### TASK ITEM
Every line of the listing below should be written out exactly, minus its pictures.

### DATA PROVIDED
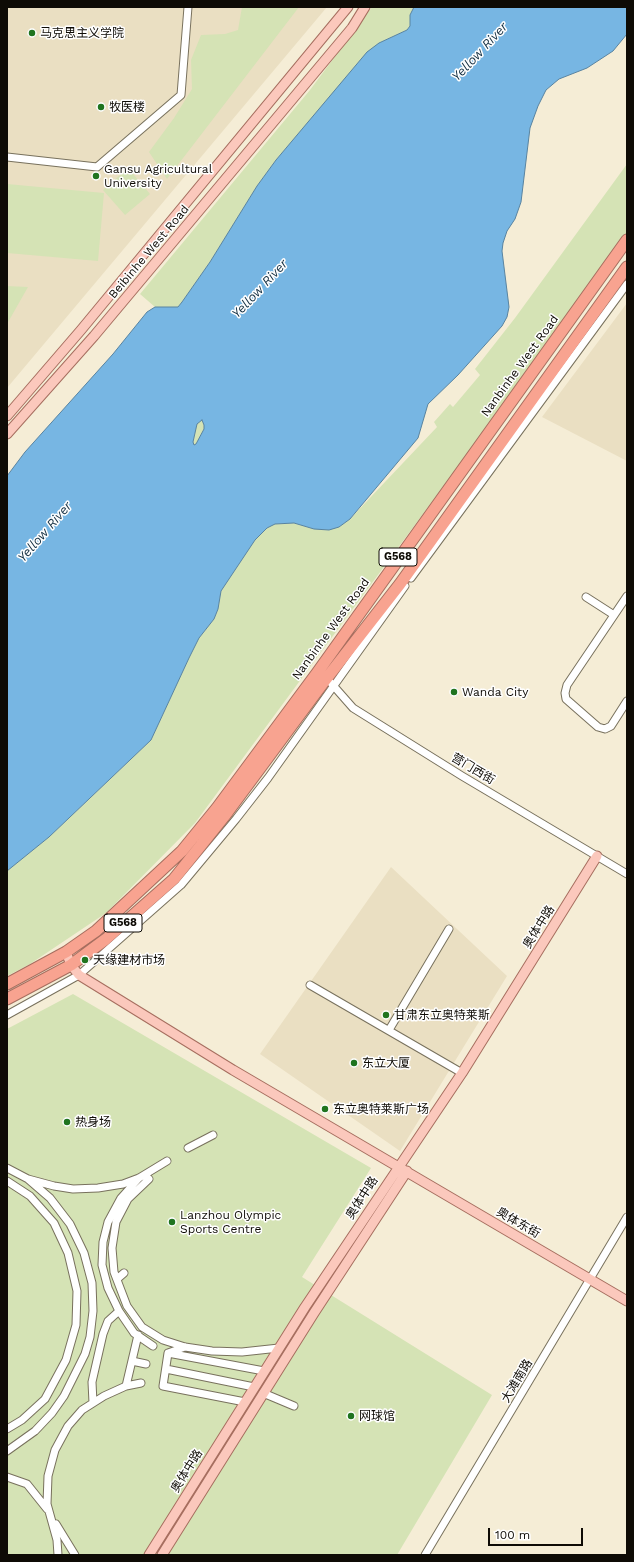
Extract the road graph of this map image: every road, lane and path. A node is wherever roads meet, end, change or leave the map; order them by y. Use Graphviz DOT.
graph roads {
  1 [pos="188,7"];
  2 [pos="348,7"];
  3 [pos="365,7"];
  4 [pos="7,157"];
  5 [pos="627,240"];
  6 [pos="627,267"];
  7 [pos="127,273"];
  8 [pos="138,283"];
  9 [pos="627,284"];
  10 [pos="7,416"];
  11 [pos="7,434"];
  12 [pos="387,574"];
  13 [pos="402,585"];
  14 [pos="627,596"];
  15 [pos="586,597"];
  16 [pos="614,615"];
  17 [pos="326,679"];
  18 [pos="627,701"];
  19 [pos="597,856"];
  20 [pos="627,874"];
  21 [pos="449,929"];
  22 [pos="66,952"];
  23 [pos="71,965"];
  24 [pos="79,975"];
  25 [pos="7,984"];
  26 [pos="310,985"];
  27 [pos="7,999"];
  28 [pos="7,1015"];
  29 [pos="389,1030"];
  30 [pos="462,1072"];
  31 [pos="213,1135"];
  32 [pos="188,1148"];
  33 [pos="167,1161"];
  34 [pos="398,1166"];
  35 [pos="7,1168"];
  36 [pos="407,1171"];
  37 [pos="138,1178"];
  38 [pos="28,1179"];
  39 [pos="149,1179"];
  40 [pos="7,1181"];
  41 [pos="627,1217"];
  42 [pos="124,1273"];
  43 [pos="117,1279"];
  44 [pos="592,1279"];
  45 [pos="627,1300"];
  46 [pos="119,1310"];
  47 [pos="138,1335"];
  48 [pos="153,1346"];
  49 [pos="185,1347"];
  50 [pos="279,1348"];
  51 [pos="168,1353"];
  52 [pos="132,1361"];
  53 [pos="146,1364"];
  54 [pos="166,1369"];
  55 [pos="264,1371"];
  56 [pos="141,1383"];
  57 [pos="126,1386"];
  58 [pos="254,1387"];
  59 [pos="263,1393"];
  60 [pos="245,1402"];
  61 [pos="93,1403"];
  62 [pos="294,1406"];
  63 [pos="7,1429"];
  64 [pos="7,1451"];
  65 [pos="7,1477"];
  66 [pos="52,1518"];
  67 [pos="58,1555"];
  68 [pos="75,1555"];
  69 [pos="149,1555"];
  70 [pos="162,1555"];
  71 [pos="425,1555"];
  1 -- 4 [label="street"];
  2 -- 7 [label="main road, Beibinhe West Road"];
  3 -- 8 [label="main road, Beibinhe West Road"];
  5 -- 12 [label="highway, Nanbinhe West Road / G568"];
  6 -- 13 [label="highway, Nanbinhe West Road / G568"];
  7 -- 8 [label="main road"];
  7 -- 10 [label="main road, Beibinhe West Road"];
  8 -- 11 [label="main road, Beibinhe West Road"];
  9 -- 13 [label="street, Nanbinhe West Road"];
  12 -- 13 [label="street"];
  12 -- 17 [label="highway, Nanbinhe West Road / G568"];
  13 -- 17 [label="highway, Nanbinhe West Road / G568"];
  14 -- 16 [label="street"];
  15 -- 16 [label="street"];
  16 -- 18 [label="street"];
  17 -- 19 [label="street, 营门西街"];
  17 -- 22 [label="highway, Nanbinhe West Road / G568"];
  17 -- 23 [label="highway, Nanbinhe West Road / G568"];
  17 -- 24 [label="street, Nanbinhe West Road"];
  19 -- 20 [label="street, 营门西街"];
  19 -- 30 [label="main road, 奥体中路"];
  21 -- 29 [label="street"];
  22 -- 23 [label="main road, 奥体东街"];
  22 -- 25 [label="highway, Nanbinhe West Road / G568"];
  23 -- 24 [label="main road, 奥体东街"];
  23 -- 27 [label="highway, Nanbinhe West Road / G568"];
  24 -- 28 [label="street, Nanbinhe West Road"];
  24 -- 34 [label="main road, 奥体东街"];
  26 -- 29 [label="street"];
  29 -- 30 [label="street"];
  30 -- 34 [label="main road, 奥体中路"];
  31 -- 32 [label="street"];
  33 -- 37 [label="street"];
  34 -- 36 [label="main road, 奥体东街"];
  34 -- 50 [label="main road, 奥体中路"];
  35 -- 38 [label="street"];
  36 -- 44 [label="main road, 奥体东街"];
  36 -- 59 [label="main road, 奥体中路"];
  37 -- 38 [label="street"];
  37 -- 46 [label="street"];
  38 -- 64 [label="street"];
  39 -- 43 [label="street"];
  40 -- 63 [label="street"];
  41 -- 44 [label="street, 大滩南路"];
  42 -- 43 [label="street"];
  43 -- 49 [label="street"];
  44 -- 45 [label="main road, 奥体东街"];
  44 -- 71 [label="street, 大滩南路"];
  46 -- 47 [label="street"];
  46 -- 61 [label="street"];
  47 -- 48 [label="street"];
  47 -- 52 [label="street"];
  49 -- 50 [label="street"];
  49 -- 51 [label="street"];
  50 -- 55 [label="main road, 奥体中路"];
  51 -- 54 [label="street"];
  51 -- 55 [label="street"];
  52 -- 53 [label="street"];
  52 -- 57 [label="street"];
  54 -- 58 [label="street"];
  54 -- 60 [label="street"];
  55 -- 58 [label="main road, 奥体中路"];
  56 -- 57 [label="street"];
  57 -- 61 [label="street"];
  58 -- 60 [label="main road, 奥体中路"];
  59 -- 62 [label="street"];
  59 -- 70 [label="main road, 奥体中路"];
  60 -- 69 [label="main road, 奥体中路"];
  61 -- 66 [label="street"];
  65 -- 66 [label="street"];
  66 -- 67 [label="street"];
  66 -- 68 [label="street"];
}
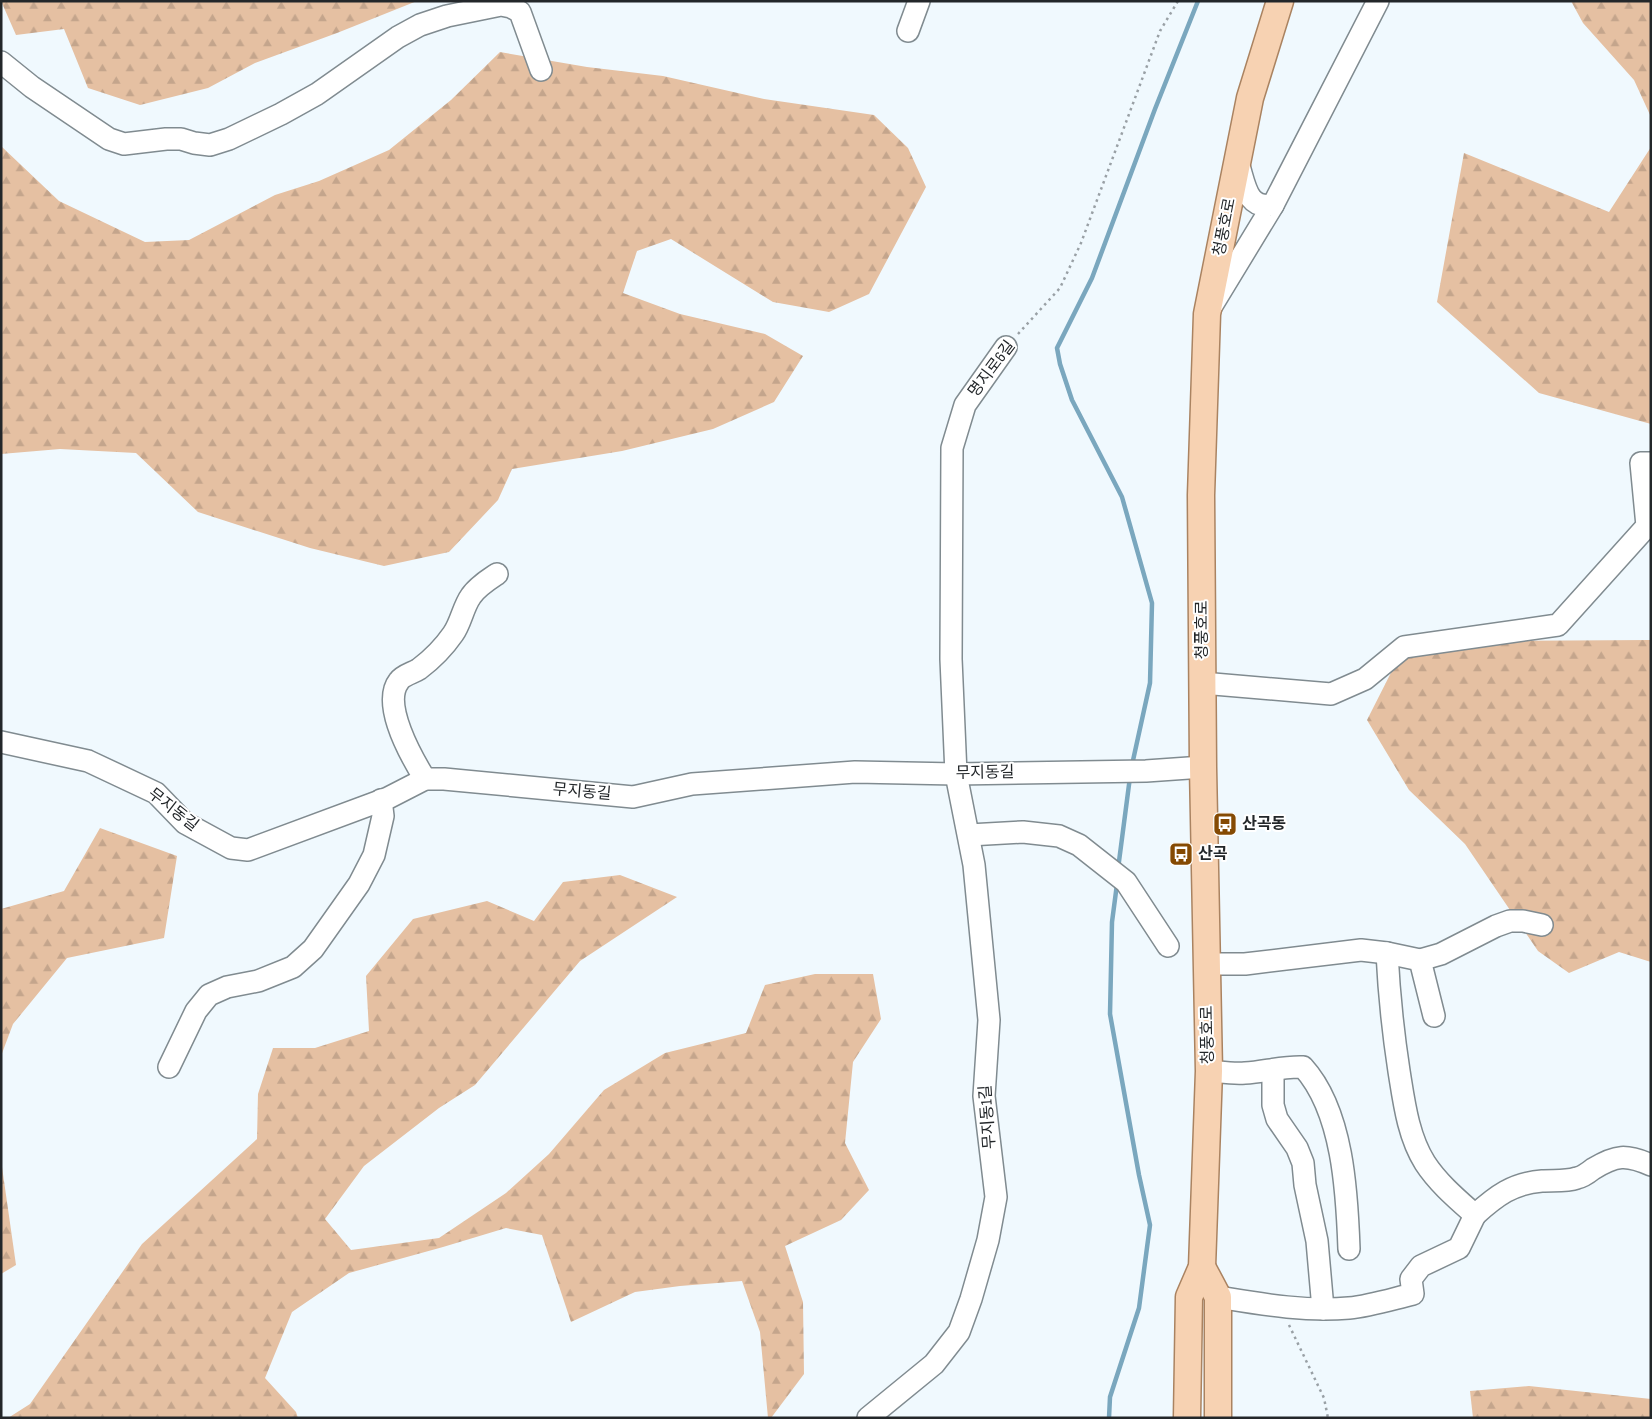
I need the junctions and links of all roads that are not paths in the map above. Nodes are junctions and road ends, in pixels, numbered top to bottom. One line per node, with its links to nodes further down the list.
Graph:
1 (919, 1): 4 (street)
2 (1280, 1): 7 (main road, 청풍호로)
3 (1378, 1): 8 (street)
4 (908, 31)
5 (1, 62): 6 (street)
6 (541, 70)
7 (1238, 163): 8 (street); 9 (main road, 청풍호로)
8 (1274, 205): 9 (street)
9 (1207, 314): 13 (main road, 청풍호로)
10 (1006, 347): 16 (street, 명지로6길)
11 (1651, 463): 13 (street)
12 (497, 574): 17 (street)
13 (1202, 683): 15 (main road, 청풍호로)
14 (1, 742): 18 (street, 무지동길)
15 (1203, 767): 16 (street, 무지동길); 24 (main road, 청풍호로)
16 (956, 774): 17 (street, 무지동길); 19 (street, 무지동1길)
17 (425, 779): 18 (street, 무지동길)
18 (381, 800): 26 (street)
19 (969, 835): 21 (street); 35 (street, 무지동1길)
20 (1542, 926): 23 (street)
21 (1168, 946)
22 (1387, 953): 23 (street); 24 (street); 30 (street)
23 (1420, 960): 25 (street)
24 (1207, 964): 28 (main road, 청풍호로)
25 (1434, 1016)
26 (169, 1067)
27 (1273, 1070): 28 (street); 31 (street); 34 (street)
28 (1209, 1071): 32 (main road, 청풍호로)
29 (1651, 1165): 30 (street)
30 (1475, 1215): 34 (street)
31 (1350, 1249)
32 (1202, 1268): 33 (main road); 36 (main road, 청풍호로)
33 (1218, 1297): 34 (street); 37 (main road)
34 (1323, 1309)
35 (868, 1418)
36 (1188, 1418)
37 (1218, 1418)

### RESPONSE FOR THIS EXERCISE
Extract the road graph of this map image: every road, lane and path. A node is wherever roads meet, end, change or leave the map; order them by y. Use Graphviz DOT.
graph roads {
  1 [pos="188,7"];
  2 [pos="348,7"];
  3 [pos="365,7"];
  4 [pos="7,157"];
  5 [pos="627,240"];
  6 [pos="627,267"];
  7 [pos="127,273"];
  8 [pos="138,283"];
  9 [pos="627,284"];
  10 [pos="7,416"];
  11 [pos="7,434"];
  12 [pos="387,574"];
  13 [pos="402,585"];
  14 [pos="627,596"];
  15 [pos="586,597"];
  16 [pos="614,615"];
  17 [pos="326,679"];
  18 [pos="627,701"];
  19 [pos="597,856"];
  20 [pos="627,874"];
  21 [pos="449,929"];
  22 [pos="66,952"];
  23 [pos="71,965"];
  24 [pos="79,975"];
  25 [pos="7,984"];
  26 [pos="310,985"];
  27 [pos="7,999"];
  28 [pos="7,1015"];
  29 [pos="389,1030"];
  30 [pos="462,1072"];
  31 [pos="213,1135"];
  32 [pos="188,1148"];
  33 [pos="167,1161"];
  34 [pos="398,1166"];
  35 [pos="7,1168"];
  36 [pos="407,1171"];
  37 [pos="138,1178"];
  38 [pos="28,1179"];
  39 [pos="149,1179"];
  40 [pos="7,1181"];
  41 [pos="627,1217"];
  42 [pos="124,1273"];
  43 [pos="117,1279"];
  44 [pos="592,1279"];
  45 [pos="627,1300"];
  46 [pos="119,1310"];
  47 [pos="138,1335"];
  48 [pos="153,1346"];
  49 [pos="185,1347"];
  50 [pos="279,1348"];
  51 [pos="168,1353"];
  52 [pos="132,1361"];
  53 [pos="146,1364"];
  54 [pos="166,1369"];
  55 [pos="264,1371"];
  56 [pos="141,1383"];
  57 [pos="126,1386"];
  58 [pos="254,1387"];
  59 [pos="263,1393"];
  60 [pos="245,1402"];
  61 [pos="93,1403"];
  62 [pos="294,1406"];
  63 [pos="7,1429"];
  64 [pos="7,1451"];
  65 [pos="7,1477"];
  66 [pos="52,1518"];
  67 [pos="58,1555"];
  68 [pos="75,1555"];
  69 [pos="149,1555"];
  70 [pos="162,1555"];
  71 [pos="425,1555"];
  1 -- 4 [label="street"];
  2 -- 7 [label="main road, Beibinhe West Road"];
  3 -- 8 [label="main road, Beibinhe West Road"];
  5 -- 12 [label="highway, Nanbinhe West Road / G568"];
  6 -- 13 [label="highway, Nanbinhe West Road / G568"];
  7 -- 8 [label="main road"];
  7 -- 10 [label="main road, Beibinhe West Road"];
  8 -- 11 [label="main road, Beibinhe West Road"];
  9 -- 13 [label="street, Nanbinhe West Road"];
  12 -- 13 [label="street"];
  12 -- 17 [label="highway, Nanbinhe West Road / G568"];
  13 -- 17 [label="highway, Nanbinhe West Road / G568"];
  14 -- 16 [label="street"];
  15 -- 16 [label="street"];
  16 -- 18 [label="street"];
  17 -- 19 [label="street, 营门西街"];
  17 -- 22 [label="highway, Nanbinhe West Road / G568"];
  17 -- 23 [label="highway, Nanbinhe West Road / G568"];
  17 -- 24 [label="street, Nanbinhe West Road"];
  19 -- 20 [label="street, 营门西街"];
  19 -- 30 [label="main road, 奥体中路"];
  21 -- 29 [label="street"];
  22 -- 23 [label="main road, 奥体东街"];
  22 -- 25 [label="highway, Nanbinhe West Road / G568"];
  23 -- 24 [label="main road, 奥体东街"];
  23 -- 27 [label="highway, Nanbinhe West Road / G568"];
  24 -- 28 [label="street, Nanbinhe West Road"];
  24 -- 34 [label="main road, 奥体东街"];
  26 -- 29 [label="street"];
  29 -- 30 [label="street"];
  30 -- 34 [label="main road, 奥体中路"];
  31 -- 32 [label="street"];
  33 -- 37 [label="street"];
  34 -- 36 [label="main road, 奥体东街"];
  34 -- 50 [label="main road, 奥体中路"];
  35 -- 38 [label="street"];
  36 -- 44 [label="main road, 奥体东街"];
  36 -- 59 [label="main road, 奥体中路"];
  37 -- 38 [label="street"];
  37 -- 46 [label="street"];
  38 -- 64 [label="street"];
  39 -- 43 [label="street"];
  40 -- 63 [label="street"];
  41 -- 44 [label="street, 大滩南路"];
  42 -- 43 [label="street"];
  43 -- 49 [label="street"];
  44 -- 45 [label="main road, 奥体东街"];
  44 -- 71 [label="street, 大滩南路"];
  46 -- 47 [label="street"];
  46 -- 61 [label="street"];
  47 -- 48 [label="street"];
  47 -- 52 [label="street"];
  49 -- 50 [label="street"];
  49 -- 51 [label="street"];
  50 -- 55 [label="main road, 奥体中路"];
  51 -- 54 [label="street"];
  51 -- 55 [label="street"];
  52 -- 53 [label="street"];
  52 -- 57 [label="street"];
  54 -- 58 [label="street"];
  54 -- 60 [label="street"];
  55 -- 58 [label="main road, 奥体中路"];
  56 -- 57 [label="street"];
  57 -- 61 [label="street"];
  58 -- 60 [label="main road, 奥体中路"];
  59 -- 62 [label="street"];
  59 -- 70 [label="main road, 奥体中路"];
  60 -- 69 [label="main road, 奥体中路"];
  61 -- 66 [label="street"];
  65 -- 66 [label="street"];
  66 -- 67 [label="street"];
  66 -- 68 [label="street"];
}
I need the junctions and links of all roads that are not paths in the map above. Nodes are junctions and road ends, in pixels, numbered top to bottom. One line per node, with its links to nodes further down the list.
Graph:
1 (919, 1): 4 (street)
2 (1280, 1): 7 (main road, 청풍호로)
3 (1378, 1): 8 (street)
4 (908, 31)
5 (1, 62): 6 (street)
6 (541, 70)
7 (1238, 163): 8 (street); 9 (main road, 청풍호로)
8 (1274, 205): 9 (street)
9 (1207, 314): 13 (main road, 청풍호로)
10 (1006, 347): 16 (street, 명지로6길)
11 (1651, 463): 13 (street)
12 (497, 574): 17 (street)
13 (1202, 683): 15 (main road, 청풍호로)
14 (1, 742): 18 (street, 무지동길)
15 (1203, 767): 16 (street, 무지동길); 24 (main road, 청풍호로)
16 (956, 774): 17 (street, 무지동길); 19 (street, 무지동1길)
17 (425, 779): 18 (street, 무지동길)
18 (381, 800): 26 (street)
19 (969, 835): 21 (street); 35 (street, 무지동1길)
20 (1542, 926): 23 (street)
21 (1168, 946)
22 (1387, 953): 23 (street); 24 (street); 30 (street)
23 (1420, 960): 25 (street)
24 (1207, 964): 28 (main road, 청풍호로)
25 (1434, 1016)
26 (169, 1067)
27 (1273, 1070): 28 (street); 31 (street); 34 (street)
28 (1209, 1071): 32 (main road, 청풍호로)
29 (1651, 1165): 30 (street)
30 (1475, 1215): 34 (street)
31 (1350, 1249)
32 (1202, 1268): 33 (main road); 36 (main road, 청풍호로)
33 (1218, 1297): 34 (street); 37 (main road)
34 (1323, 1309)
35 (868, 1418)
36 (1188, 1418)
37 (1218, 1418)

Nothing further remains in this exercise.